Researchers have spent some time to find out more on the causes of why someone may win a game and someone else loses.
Typically, the answer we believe to be right is based on the equilibrium point. The more we understand a game and the more we achieve "perfect knowledge of what [we] are doing and of what [our] opponents are doing" the higher our chances of winning.
Applied to a simple game that consists of only a few moves, we can easily figure out the optimal strategy to win. The more factors and choices are introduced, the more difficult a game is to understand and our decisions actions become less rational.
However, Tobias Galla from The University of Manchester and Doyne Farmer from Oxford University and the Santa Fe Institute suggest that "Equilibrium is not always the right thing you should look for in a game", simply because "people do not play equilibrium strategies."
"Instead what they do can look like random or chaotic for a variety of reasons, so it is not always appropriate to base predictions on the equilibrium model," Galla explained. The scientists compared the gaming model to financial markets where traders have virtually unlimited choices and face the ultimate complexity of a game, which currently assumes that traders are infinitely intelligent and rational - and that an equilibrium point exists.

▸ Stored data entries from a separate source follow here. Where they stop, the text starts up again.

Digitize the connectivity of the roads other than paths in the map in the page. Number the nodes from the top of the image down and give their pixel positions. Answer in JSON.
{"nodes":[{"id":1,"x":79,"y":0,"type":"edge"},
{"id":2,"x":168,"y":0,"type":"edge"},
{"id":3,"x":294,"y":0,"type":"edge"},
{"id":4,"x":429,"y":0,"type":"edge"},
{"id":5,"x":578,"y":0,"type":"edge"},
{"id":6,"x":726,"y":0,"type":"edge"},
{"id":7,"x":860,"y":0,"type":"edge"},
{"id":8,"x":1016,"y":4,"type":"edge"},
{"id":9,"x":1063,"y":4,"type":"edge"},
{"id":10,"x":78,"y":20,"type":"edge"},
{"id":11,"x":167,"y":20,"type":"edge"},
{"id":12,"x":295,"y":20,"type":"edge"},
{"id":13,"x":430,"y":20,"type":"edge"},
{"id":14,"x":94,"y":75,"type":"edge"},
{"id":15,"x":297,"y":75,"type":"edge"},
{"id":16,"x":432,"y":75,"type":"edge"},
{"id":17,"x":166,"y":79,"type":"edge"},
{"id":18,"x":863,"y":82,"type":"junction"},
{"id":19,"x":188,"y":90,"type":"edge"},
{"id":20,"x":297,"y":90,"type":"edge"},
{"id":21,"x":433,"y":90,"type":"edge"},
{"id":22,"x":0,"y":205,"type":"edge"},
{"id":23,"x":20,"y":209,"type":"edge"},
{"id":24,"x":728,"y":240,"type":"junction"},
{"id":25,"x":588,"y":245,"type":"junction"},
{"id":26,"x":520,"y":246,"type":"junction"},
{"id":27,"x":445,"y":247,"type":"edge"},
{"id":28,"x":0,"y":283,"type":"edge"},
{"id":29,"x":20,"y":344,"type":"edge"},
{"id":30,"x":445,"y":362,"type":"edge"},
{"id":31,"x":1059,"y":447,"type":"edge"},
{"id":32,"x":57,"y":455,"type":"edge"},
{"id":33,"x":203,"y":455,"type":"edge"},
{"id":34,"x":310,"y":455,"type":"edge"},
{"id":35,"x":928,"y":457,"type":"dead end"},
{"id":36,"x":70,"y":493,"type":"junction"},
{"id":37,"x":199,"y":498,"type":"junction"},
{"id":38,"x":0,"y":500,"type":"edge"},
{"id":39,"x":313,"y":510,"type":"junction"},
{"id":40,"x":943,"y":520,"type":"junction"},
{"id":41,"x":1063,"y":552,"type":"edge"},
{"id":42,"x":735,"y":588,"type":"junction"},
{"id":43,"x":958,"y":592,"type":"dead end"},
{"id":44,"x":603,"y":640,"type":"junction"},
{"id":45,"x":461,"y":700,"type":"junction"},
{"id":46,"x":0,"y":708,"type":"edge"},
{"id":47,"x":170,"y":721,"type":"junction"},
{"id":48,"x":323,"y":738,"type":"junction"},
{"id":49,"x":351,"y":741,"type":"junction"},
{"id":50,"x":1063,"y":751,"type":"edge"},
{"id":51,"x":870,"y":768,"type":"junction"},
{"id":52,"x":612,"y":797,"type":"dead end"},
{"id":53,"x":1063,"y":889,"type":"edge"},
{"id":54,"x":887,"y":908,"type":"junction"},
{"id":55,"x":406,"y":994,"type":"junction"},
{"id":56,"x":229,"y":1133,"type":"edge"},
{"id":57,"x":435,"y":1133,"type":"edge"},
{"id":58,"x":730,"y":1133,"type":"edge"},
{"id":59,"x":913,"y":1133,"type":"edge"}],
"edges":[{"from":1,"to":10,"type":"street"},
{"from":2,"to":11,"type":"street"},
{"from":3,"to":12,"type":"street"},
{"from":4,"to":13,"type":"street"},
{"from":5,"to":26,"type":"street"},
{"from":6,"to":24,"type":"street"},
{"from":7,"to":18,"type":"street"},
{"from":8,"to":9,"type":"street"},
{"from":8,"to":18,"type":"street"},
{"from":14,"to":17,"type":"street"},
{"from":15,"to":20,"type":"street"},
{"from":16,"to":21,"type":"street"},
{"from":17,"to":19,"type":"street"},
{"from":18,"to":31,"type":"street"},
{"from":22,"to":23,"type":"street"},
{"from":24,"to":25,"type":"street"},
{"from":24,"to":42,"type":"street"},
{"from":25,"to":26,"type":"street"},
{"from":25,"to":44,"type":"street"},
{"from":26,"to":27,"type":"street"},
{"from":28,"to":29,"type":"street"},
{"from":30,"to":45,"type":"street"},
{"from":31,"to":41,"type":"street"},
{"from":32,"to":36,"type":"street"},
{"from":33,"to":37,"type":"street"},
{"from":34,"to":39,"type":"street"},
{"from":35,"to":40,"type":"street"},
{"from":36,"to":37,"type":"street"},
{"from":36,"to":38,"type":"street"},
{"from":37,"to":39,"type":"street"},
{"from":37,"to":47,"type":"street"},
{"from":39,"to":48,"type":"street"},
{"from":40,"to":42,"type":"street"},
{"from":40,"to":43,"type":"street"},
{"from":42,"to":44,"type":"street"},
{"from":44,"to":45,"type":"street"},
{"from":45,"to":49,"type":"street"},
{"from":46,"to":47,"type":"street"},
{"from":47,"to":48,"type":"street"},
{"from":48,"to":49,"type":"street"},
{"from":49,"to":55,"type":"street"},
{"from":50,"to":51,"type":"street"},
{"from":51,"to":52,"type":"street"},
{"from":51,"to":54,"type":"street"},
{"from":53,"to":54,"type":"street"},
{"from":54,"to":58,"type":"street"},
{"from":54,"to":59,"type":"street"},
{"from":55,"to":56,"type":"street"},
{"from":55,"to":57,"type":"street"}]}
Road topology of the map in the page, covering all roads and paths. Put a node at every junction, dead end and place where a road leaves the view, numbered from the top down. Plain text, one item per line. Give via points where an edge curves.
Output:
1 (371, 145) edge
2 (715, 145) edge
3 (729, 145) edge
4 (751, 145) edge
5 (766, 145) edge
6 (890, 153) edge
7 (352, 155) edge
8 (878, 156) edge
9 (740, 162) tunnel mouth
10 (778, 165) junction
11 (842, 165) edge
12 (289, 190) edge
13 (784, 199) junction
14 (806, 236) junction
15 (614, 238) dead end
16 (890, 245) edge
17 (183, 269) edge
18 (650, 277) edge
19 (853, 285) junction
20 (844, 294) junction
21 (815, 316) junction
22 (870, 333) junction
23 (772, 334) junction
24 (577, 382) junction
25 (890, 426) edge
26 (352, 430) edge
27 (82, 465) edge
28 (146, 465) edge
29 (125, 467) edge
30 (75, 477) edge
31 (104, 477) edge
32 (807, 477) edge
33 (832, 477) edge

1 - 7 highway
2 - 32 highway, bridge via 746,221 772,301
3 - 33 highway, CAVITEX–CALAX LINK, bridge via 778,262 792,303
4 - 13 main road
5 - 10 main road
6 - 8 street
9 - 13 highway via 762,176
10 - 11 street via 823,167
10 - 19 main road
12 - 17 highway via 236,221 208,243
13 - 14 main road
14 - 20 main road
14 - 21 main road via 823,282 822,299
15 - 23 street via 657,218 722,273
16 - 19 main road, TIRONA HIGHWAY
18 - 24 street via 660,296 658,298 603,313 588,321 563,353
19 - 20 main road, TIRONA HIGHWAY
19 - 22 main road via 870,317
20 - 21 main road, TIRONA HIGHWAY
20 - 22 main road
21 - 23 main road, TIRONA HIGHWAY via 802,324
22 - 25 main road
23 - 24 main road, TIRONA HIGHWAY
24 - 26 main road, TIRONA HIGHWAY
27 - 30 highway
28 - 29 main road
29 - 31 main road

"With trading on the stock market, for example, you can have thousands of different stock to choose from, and people do not always behave rationally in these situations or they do not have sufficient information to act rationally," Galla said. "This can have a profound effect on how the markets react."
Galla noted that their initial findings indicate that an increasing number of players reduces the chance of an equilibrium. "It could be that we need to drop these conventional game theories and instead use new approaches to predict how people might behave."